The foregoing description is only of embodiments of the present application, and is not intended to limit the scope of the application, and all equivalent structures or equivalent processes using the descriptions and the drawings of the present application or directly or indirectly applied to other related technical fields are included in the scope of the present application.

Claims

1. A self-distillation learning method based on feature analysis, characterized in that the self-distillation learning method comprises:

optimizing the convolutional neural network based on the loss functions of all the feature layers to obtain a trained convolutional neural network;

the characteristic layers divided by the convolutional neural network at least comprise a shallow characteristic layer, a middle characteristic layer and a deep characteristic layer, wherein the shallow characteristic layer, the middle characteristic layer and the deep characteristic layer are sequentially connected;

the loss function of the shallow characteristic layer is used for training position information of human body structures, the loss function of the middle characteristic layer is used for training pairing information of human body paired similar key points, and the loss function of the deep characteristic layer is used for training characteristic distribution information of human body key points.

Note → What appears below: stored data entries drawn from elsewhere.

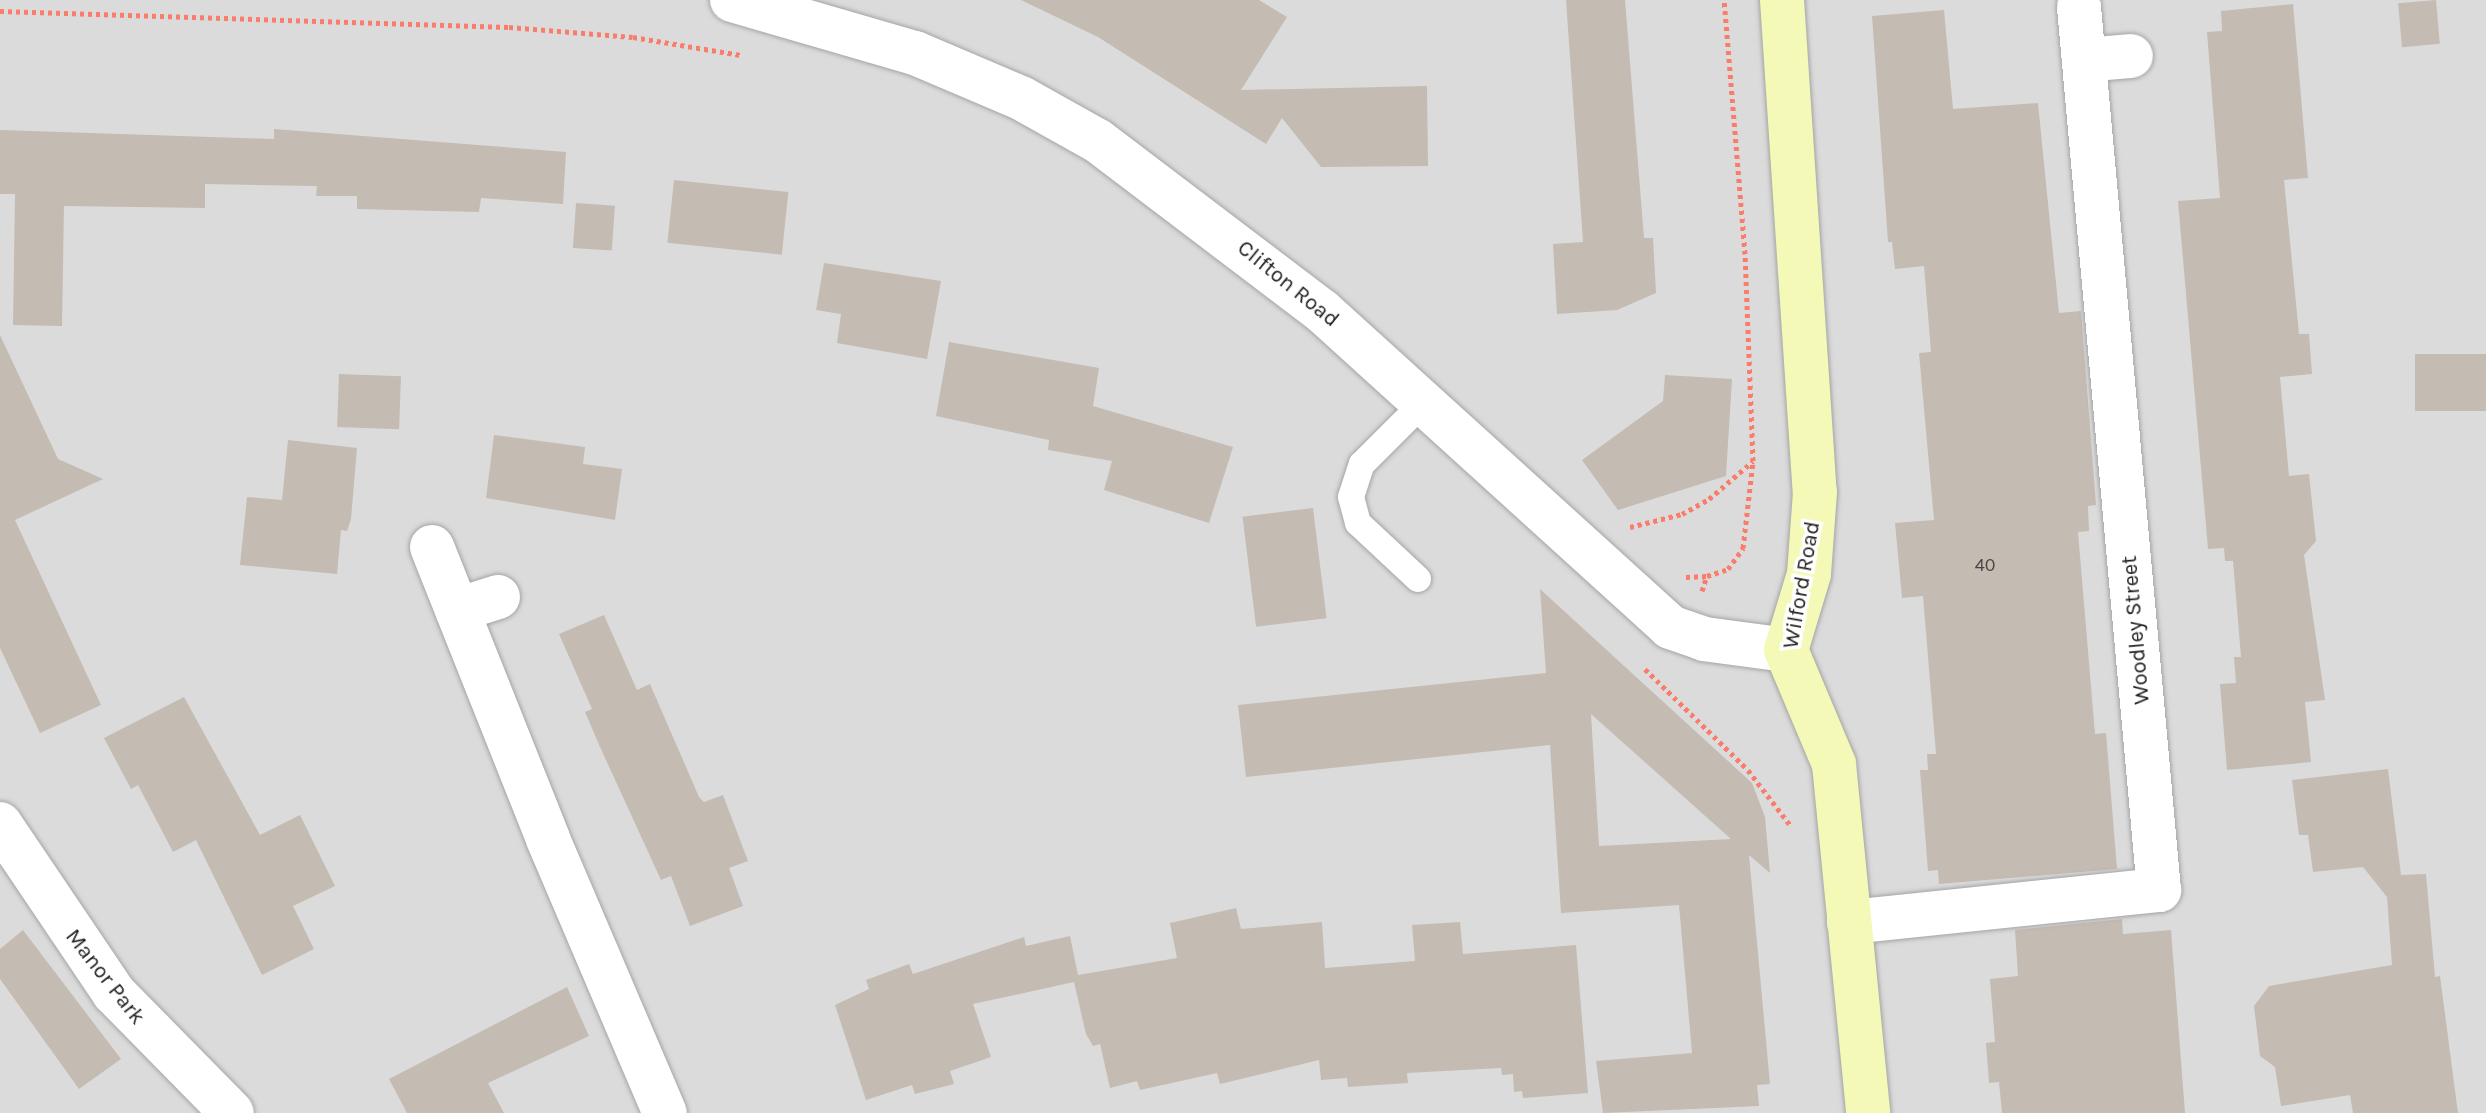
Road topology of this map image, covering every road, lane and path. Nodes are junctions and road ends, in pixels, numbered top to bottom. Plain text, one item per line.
1 (732, 0) edge
2 (1724, 0) edge
3 (1782, 0) edge
4 (2079, 7) dead end
5 (0, 11) edge
6 (2131, 56) dead end
7 (754, 58) dead end
8 (2084, 60) junction
9 (1424, 402) junction
10 (432, 547) dead end
11 (1418, 579) dead end
12 (498, 597) dead end
13 (457, 610) junction
14 (1687, 635) junction
15 (1786, 650) junction
16 (1635, 660) dead end
17 (1668, 691) junction
18 (0, 824) edge
19 (1842, 840) junction
20 (1849, 922) junction
21 (232, 1113) edge
22 (665, 1113) edge
23 (1868, 1113) edge

1 - 9 street, Clifton Road
2 - 14 path
3 - 15 main road, Wilford Road
4 - 8 street, Woodley Street
5 - 7 path
6 - 8 street
8 - 20 street, Woodley Street
9 - 11 lane
9 - 14 street, Clifton Road
10 - 13 street
12 - 13 street
13 - 22 street
14 - 15 street, Clifton Road
14 - 17 path
15 - 19 main road, Wilford Road
16 - 17 path
17 - 19 path
18 - 21 street, Manor Park
19 - 20 main road, Wilford Road
20 - 23 main road, Wilford Road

2. The self-distilling learning method based on feature analysis according to claim 1, wherein the step of inputting a training set into the convolutional neural network for training comprises:

3. The self-distillation learning method based on feature analysis according to claim 2, wherein the self-distillation learning method further comprises:

4. The self-distillation learning method based on feature analysis according to claim 2, wherein the self-distillation learning method further comprises:

5. The self-distillation learning method based on feature analysis according to claim 2, wherein the self-distillation learning method further comprises:

6. The self-distillation learning method based on feature analysis according to claim 1, wherein the step of optimizing the convolutional neural network based on the loss function of all feature layers to obtain a trained convolutional neural network comprises:

acquiring an overall loss function of the convolutional neural network output;

7. The self-distillation learning method based on feature analysis according to claim 6, further comprising

comparing the value of the loss function of each part of characteristic layer;

8. The terminal equipment is characterized by comprising a dividing module, a training module and an optimizing module; wherein,,

the optimizing module is used for optimizing the convolutional neural network based on the loss functions of all the feature layers to obtain a trained convolutional neural network;

9. A terminal device, characterized in that the terminal device comprises a processor and a memory; the memory stores a computer program, and the processor is configured to execute the computer program to implement the steps of the self-distillation learning method based on feature analysis according to any one of claims 1 to 7.

10. A computer-readable storage medium, wherein the computer-readable storage medium stores a computer program which, when executed, implements the steps of the self-distillation learning method based on feature analysis as claimed in any one of claims 1 to 7.